27. What types of administrators can a company have?

Companies can have different administration structures:

  1. Sole administrator: A single person manages the company.
  2. Joint and several administrators: Each administrator can act individually.
  3. Joint administrators: They must act jointly.
  4. Board of Directors: A collegiate body with a minimum of three members.

The choice depends on the structure and needs of the company. It is specified in the articles of association.

28. Do the administrators have to be partners in the company?

It is not compulsory for the administrators to be partners. The company can appoint an external person as administrator without shares in the company. However, in some cases, the statutes may establish restrictions in this respect.

29. How are administrators appointed in the articles of association?

The articles of association detail:

  • The full name or company name of the administrator.
  • DNI/NIE or CIF if it is a company.
  • Type of administration (sole, joint, joint and several, board).
  • Term of office and method of replacement.

The appointment must be registered in the Mercantile Register to be legally valid.

30. Can a foreigner be a partner or administrator of a company in Spain?

Yes, a foreigner can be a partner or administrator, but they must obtain an NIE (Foreigner Identification Number) to carry out legal procedures in Spain. If they reside outside the EU, they may need special authorisation depending on the activity of the company.

31. What is the corporate purpose and why is it important?

The company object defines the main activity of the company and must be clearly specified in the articles of association. It affects tax, labour and administrative issues. If the company expands its activities in the future, it may be necessary to modify the articles of association to update the company object.

32. Can several activities be included in the company object?

Yes, but it is recommended that they be related activities. An overly broad corporate purpose can create problems when applying for licences or accessing certain tax benefits. In addition, some activities require special authorisations.

33. What is a company in formation?

It is a company that has signed the articles of association before a notary but is not yet registered in the Commercial Register. During this period, the company can operate, but the partners are personally liable for its obligations until final registration.

34. When does a company come into existence once it has been incorporated?

The company acquires legal personality once it has been registered in the Companies Register. Before that, it can operate under the status of company in formation, but the partners will be liable with their personal assets for the obligations acquired.
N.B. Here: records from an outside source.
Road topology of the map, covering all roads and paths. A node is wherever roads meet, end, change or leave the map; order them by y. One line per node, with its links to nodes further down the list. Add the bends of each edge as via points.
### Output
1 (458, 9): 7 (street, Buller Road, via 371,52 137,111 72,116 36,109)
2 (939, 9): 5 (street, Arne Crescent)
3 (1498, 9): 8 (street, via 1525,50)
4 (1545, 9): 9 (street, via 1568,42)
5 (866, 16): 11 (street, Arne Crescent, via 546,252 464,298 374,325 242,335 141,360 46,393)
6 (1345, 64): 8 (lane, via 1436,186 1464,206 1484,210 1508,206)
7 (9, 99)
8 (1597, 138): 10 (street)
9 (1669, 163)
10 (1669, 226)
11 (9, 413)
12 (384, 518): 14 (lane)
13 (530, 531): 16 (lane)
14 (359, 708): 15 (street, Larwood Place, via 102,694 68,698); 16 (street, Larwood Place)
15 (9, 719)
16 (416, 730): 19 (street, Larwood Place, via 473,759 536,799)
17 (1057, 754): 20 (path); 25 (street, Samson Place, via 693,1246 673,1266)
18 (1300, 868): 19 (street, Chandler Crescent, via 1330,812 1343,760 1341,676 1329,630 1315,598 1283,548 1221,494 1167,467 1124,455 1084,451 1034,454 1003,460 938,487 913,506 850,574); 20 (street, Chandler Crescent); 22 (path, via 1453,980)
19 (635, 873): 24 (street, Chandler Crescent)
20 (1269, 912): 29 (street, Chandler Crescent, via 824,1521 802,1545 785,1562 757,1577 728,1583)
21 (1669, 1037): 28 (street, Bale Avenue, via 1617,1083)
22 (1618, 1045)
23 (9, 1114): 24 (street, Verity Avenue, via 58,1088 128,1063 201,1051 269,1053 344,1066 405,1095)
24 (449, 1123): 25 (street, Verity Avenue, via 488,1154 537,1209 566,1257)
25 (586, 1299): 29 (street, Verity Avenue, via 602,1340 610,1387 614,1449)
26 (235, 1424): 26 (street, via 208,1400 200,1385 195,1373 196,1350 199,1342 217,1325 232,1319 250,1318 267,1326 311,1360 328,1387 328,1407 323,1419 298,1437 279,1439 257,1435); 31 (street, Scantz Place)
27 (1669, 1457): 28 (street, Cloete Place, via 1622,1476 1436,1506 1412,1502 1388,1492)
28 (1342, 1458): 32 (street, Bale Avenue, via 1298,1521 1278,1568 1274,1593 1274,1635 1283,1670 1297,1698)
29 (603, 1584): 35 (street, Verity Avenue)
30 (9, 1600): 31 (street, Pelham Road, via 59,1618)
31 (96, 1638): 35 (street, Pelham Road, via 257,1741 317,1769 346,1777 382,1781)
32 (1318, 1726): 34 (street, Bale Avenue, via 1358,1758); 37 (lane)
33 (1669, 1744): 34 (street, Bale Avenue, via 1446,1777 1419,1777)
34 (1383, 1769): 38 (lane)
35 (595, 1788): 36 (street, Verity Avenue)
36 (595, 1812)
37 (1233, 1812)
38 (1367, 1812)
35. What happens if one of the partners cannot attend the signing of the deed?

If a partner cannot attend, they can grant a power of attorney to another person to sign on their behalf. The power of attorney must be notarised and specify the authorisation to sign the articles of association.

36. Can the partners have different percentages of participation in the company?

Yes, the articles of association must reflect the distribution of the share capital among the partners, indicating what percentage of shares corresponds to each one.

37. What is the share transfer clause?

It is a clause within the statutes that regulates how shares can be sold or transferred between partners or to third parties. It is useful for preventing the entry of unwanted partners.

38. What happens if a partner wants to leave the company?

They must follow the procedure established in the statutes. They can sell their shares to other partners or third parties, respecting the right of first refusal if it is provided for.

39. Can the share capital be increased after incorporation?

Yes, by means of a resolution of the partners and the signing of a new deed before a notary. The increase must be registered in the Companies Register.

40. When must the articles of association be renewed?

Only when changes are made to essential data, such as the name, registered office, company purpose or administration.